Harry Vercist (1767-69) and John Cartier (1769-72)
Nothing of historical significance occurred during their reigns.
Warren Hastings (1772-73)
He became a clerk in the East India Company and reached Calcutta in October 1750. As was the custom, he augmented his salary by private trading. He was placed in charge of a factory weaving silk and cotton goods in Kasimbazar (Cossimbazar) and by 1756 was a member of the council, the local governing body of the company.
When Suraja Dowla (Siraj-ud-Daula), the Nawab of Bengal, attacked and took Calcutta, Hastings was taken prisoner but was soon released to act as intermediary for the prisoners in the Black Hole. He joined Robert Clive’s relief force, which recaptured the city.

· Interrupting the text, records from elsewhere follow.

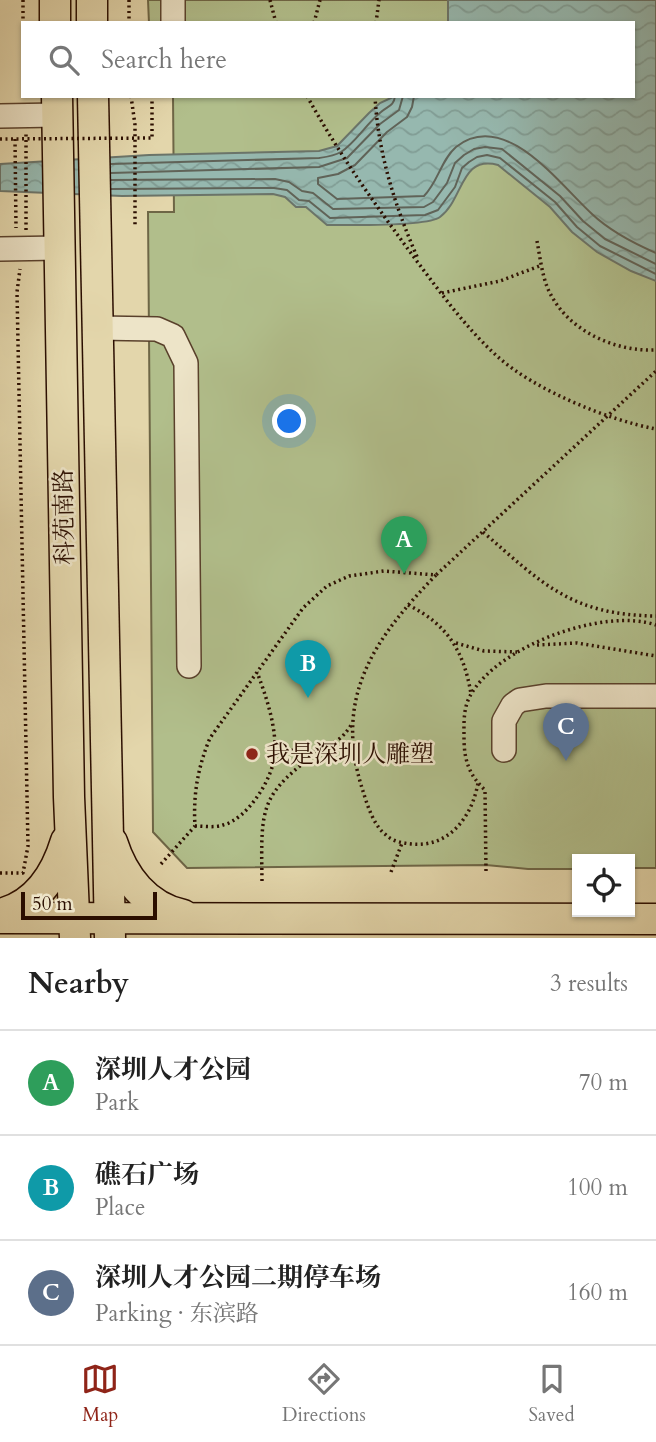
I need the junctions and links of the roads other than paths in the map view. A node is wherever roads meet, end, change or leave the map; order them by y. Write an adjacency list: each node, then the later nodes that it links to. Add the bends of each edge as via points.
1 (55, 0): 4 (main road)
2 (92, 0): 5 (main road)
3 (173, 0): 6 (street)
4 (55, 21)
5 (92, 21)
6 (173, 21)
7 (93, 98): 12 (main road, 科苑南路)
8 (57, 113): 9 (street); 10 (main road, 科苑南路)
9 (0, 116)
10 (59, 238): 11 (street, via 22,235); 17 (main road, 科苑南路)
11 (0, 249)
12 (98, 328): 13 (street, via 157,329 173,336 186,363); 16 (main road, 科苑南路)
13 (188, 666)
14 (656, 696): 15 (street, via 546,696 520,701 507,713)
15 (504, 750)
16 (107, 796): 17 (main road); 19 (main road, 科苑南路)
17 (69, 797): 18 (main road, 科苑南路)
18 (70, 827): 20 (main road, via 56,871 42,890); 23 (main road, 科苑南路)
19 (108, 829): 21 (main road, via 125,873 138,890 154,904); 24 (main road, 科苑南路)
20 (0, 916): 23 (main road)
21 (197, 918): 22 (main road); 24 (main road)
22 (656, 919)
23 (74, 928): 24 (main road)
24 (110, 928)

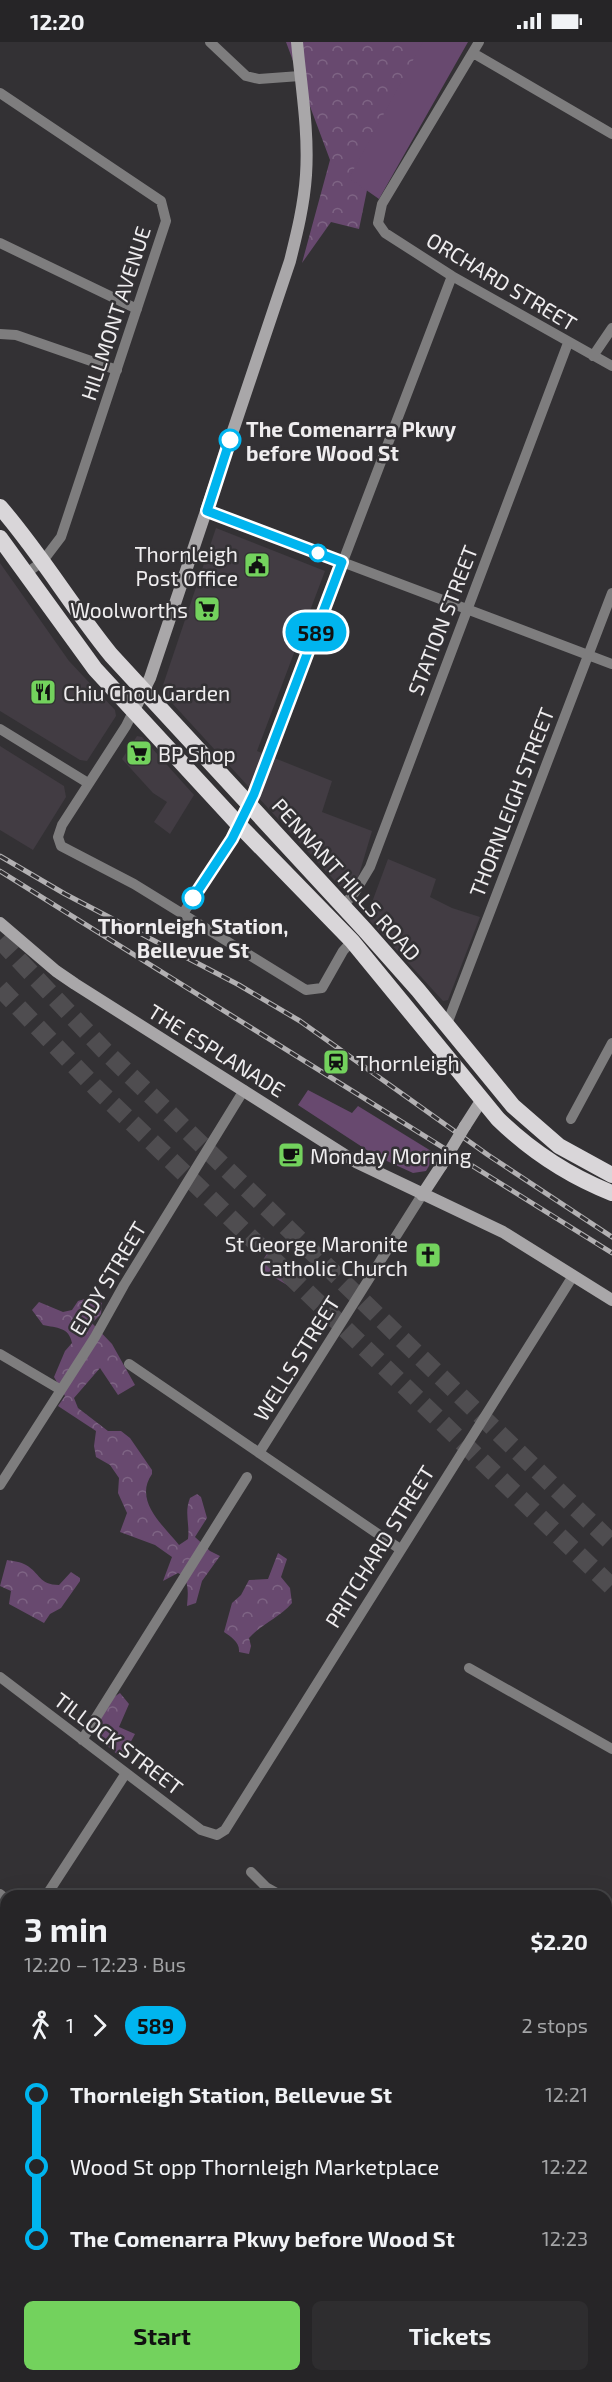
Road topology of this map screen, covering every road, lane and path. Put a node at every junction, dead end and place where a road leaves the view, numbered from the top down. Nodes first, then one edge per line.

In 1772, after Vansittart and two other members were lost at sea, Hastings became governor of Bengal. Hastings’s tenure of office was marked by constant strife in his council and in England. He faced and dealt with continual opposition to his policies. Yet by strength of character, firmness of resolve, and sense of duty he overcame all obstacles, many of which arose from the difficulty of defining his new position and its responsibilities.
Hastings carried out an aggressive policy of administrative, judicial, and fiscal reform to improve government and eliminate abuse. He suppressed banditry in the country. He put down a serious Maratha conspiracy supported by the French. He reestablished British prestige, which had declined after Clive’s departure.

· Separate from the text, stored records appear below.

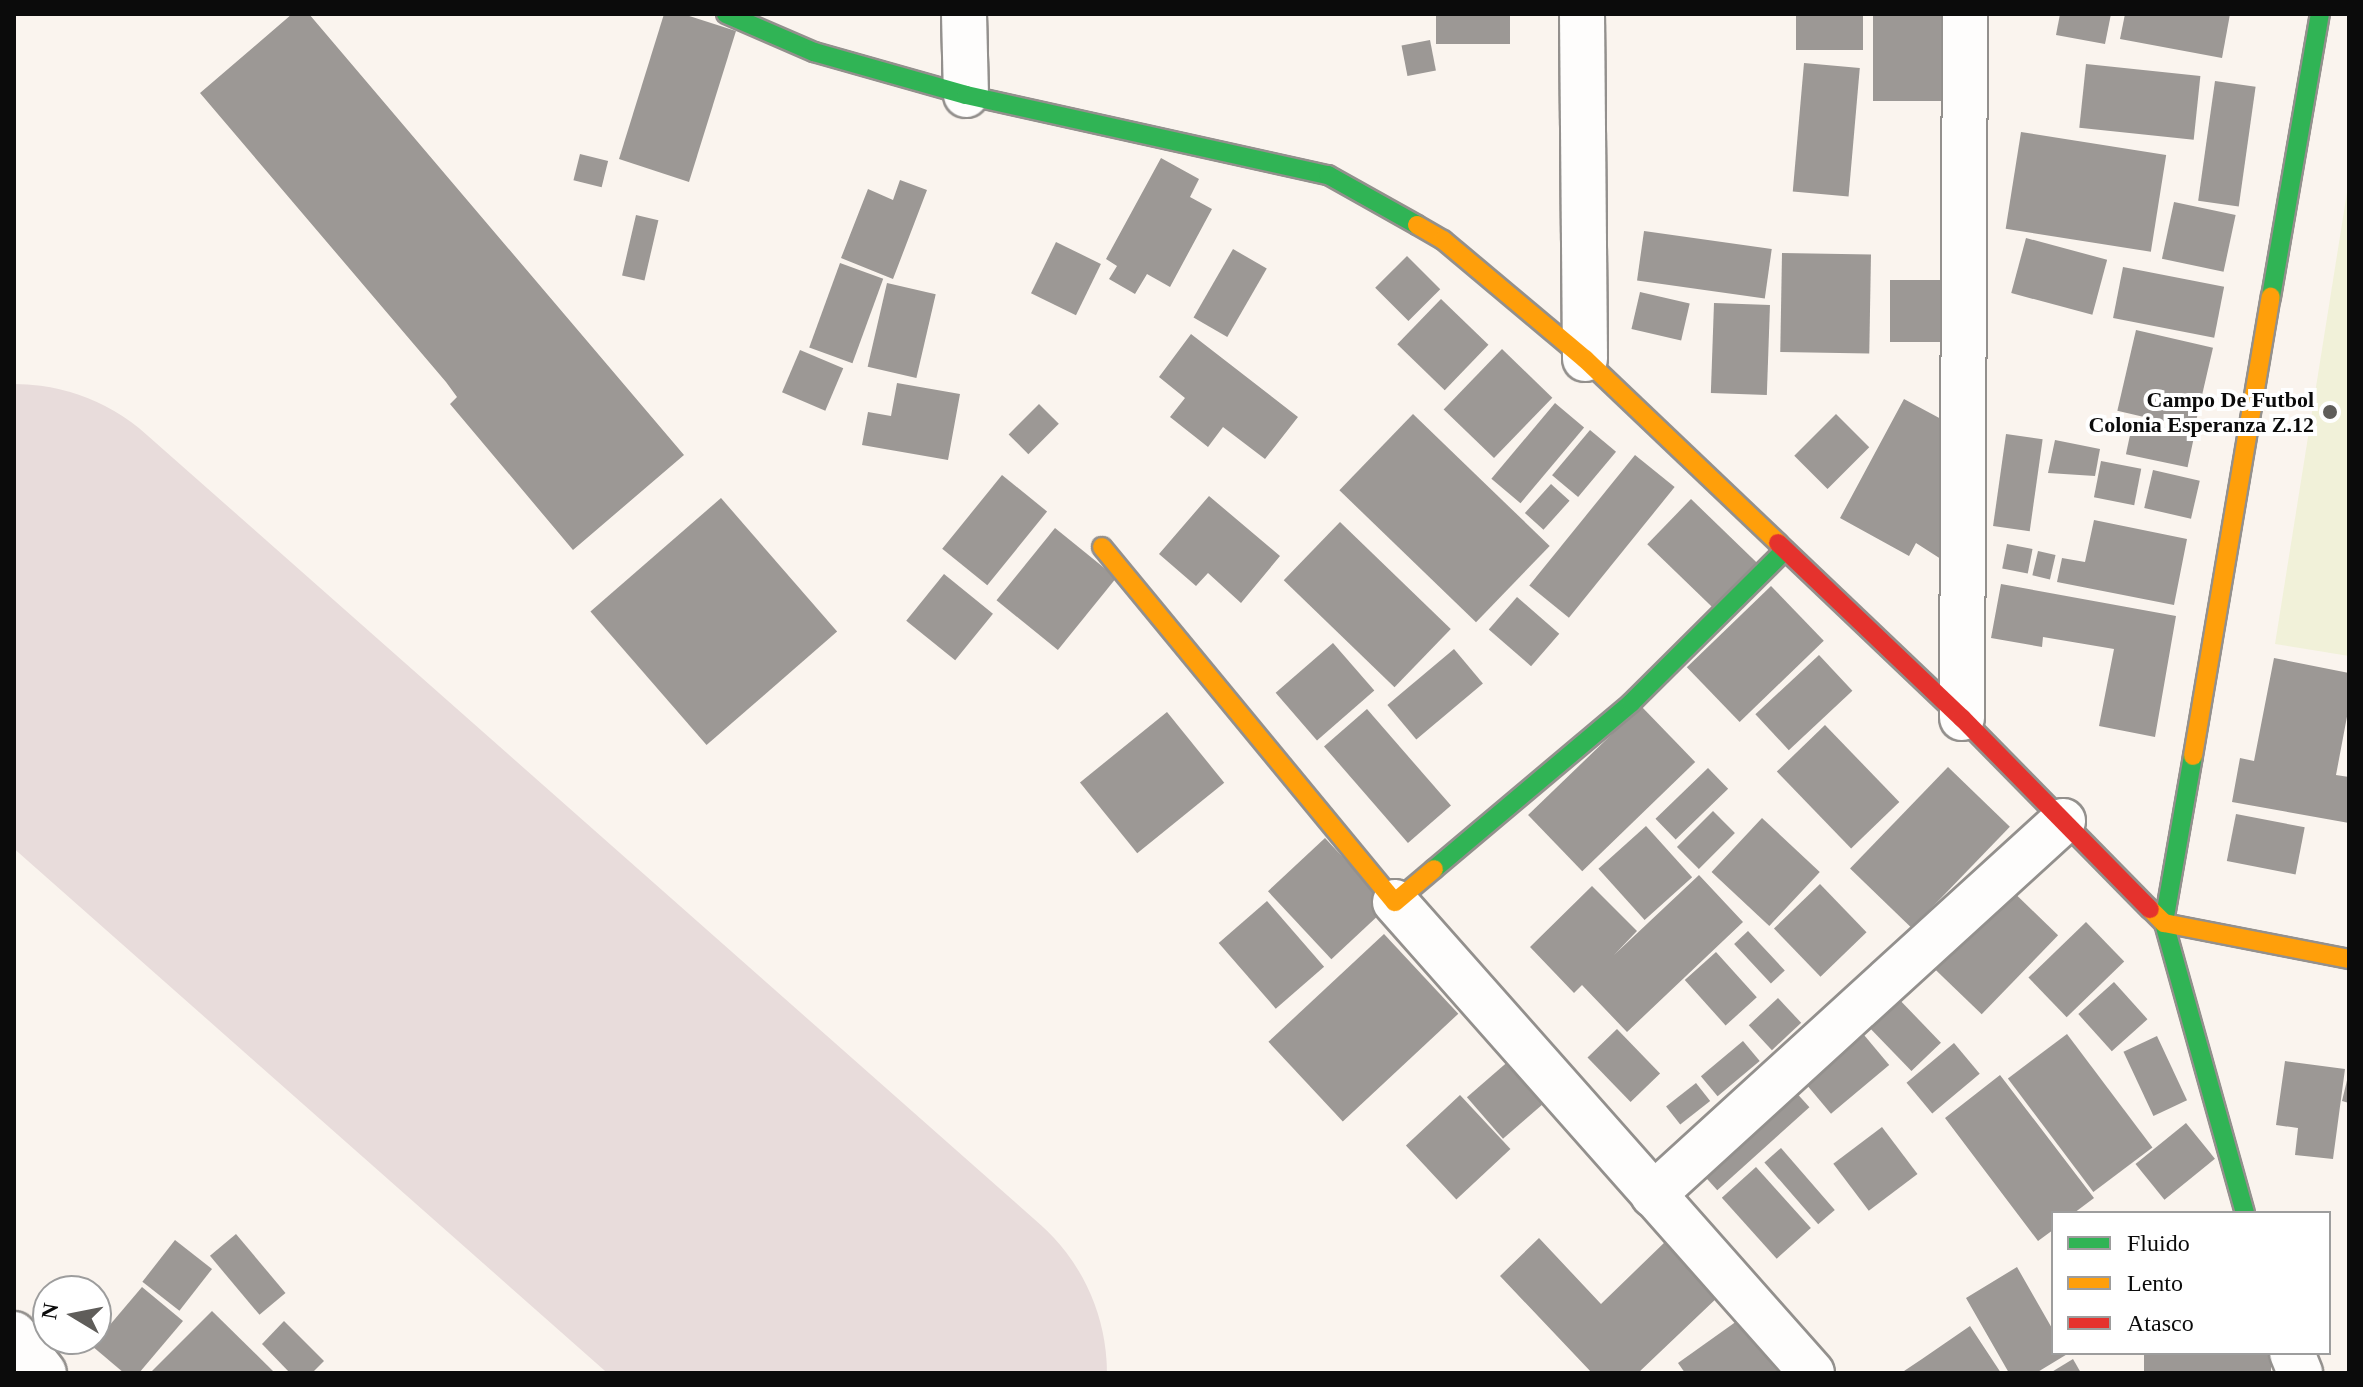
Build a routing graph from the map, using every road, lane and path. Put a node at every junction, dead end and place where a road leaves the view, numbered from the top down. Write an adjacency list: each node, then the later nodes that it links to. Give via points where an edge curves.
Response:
1 (726, 14): 6 (street, via 814,52)
2 (964, 14): 6 (street)
3 (1582, 14): 7 (street)
4 (1965, 14): 10 (street)
5 (2320, 14): 13 (street)
6 (966, 95): 7 (street, via 1328,175 1443,240)
7 (1585, 359): 9 (street)
8 (1102, 547): 12 (street)
9 (1785, 550): 10 (street); 12 (street, via 1631,703)
10 (1962, 718): 11 (street)
11 (2063, 821): 13 (street); 15 (street)
12 (1395, 902): 15 (street)
13 (2164, 923): 14 (street); 16 (street)
14 (2349, 959)
15 (1653, 1195): 19 (street)
16 (2244, 1211)
17 (14, 1334): 18 (street)
18 (44, 1373)
19 (1812, 1373)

He used military forces throughout India to prevent the fragmentation and dissolution of British power. He perhaps occasionally overstepped his prerogatives by making British forces available to the nawab of Oudh, by using questionable methods to recover from the dowager of Oudh money illegally withheld. But he vigorously maintained his authority over subordinate provincial governors despite objections to what at times seemed like his autocratic or dictatorial control.
Hastings also fostered education, encouraged the codification of Hindu law, stimulated the study of Sanskrit by European scholars, founded a Mohammedan college in Calcutta and an Indian institute in London, opened a trade route to Tibet, sponsored a survey of Bengal, and organized expeditions to explore the seas.
The passage in 1784 of Pitt’s India Act, which provided a new constitution, persuaded Hastings there was little point for him to remain.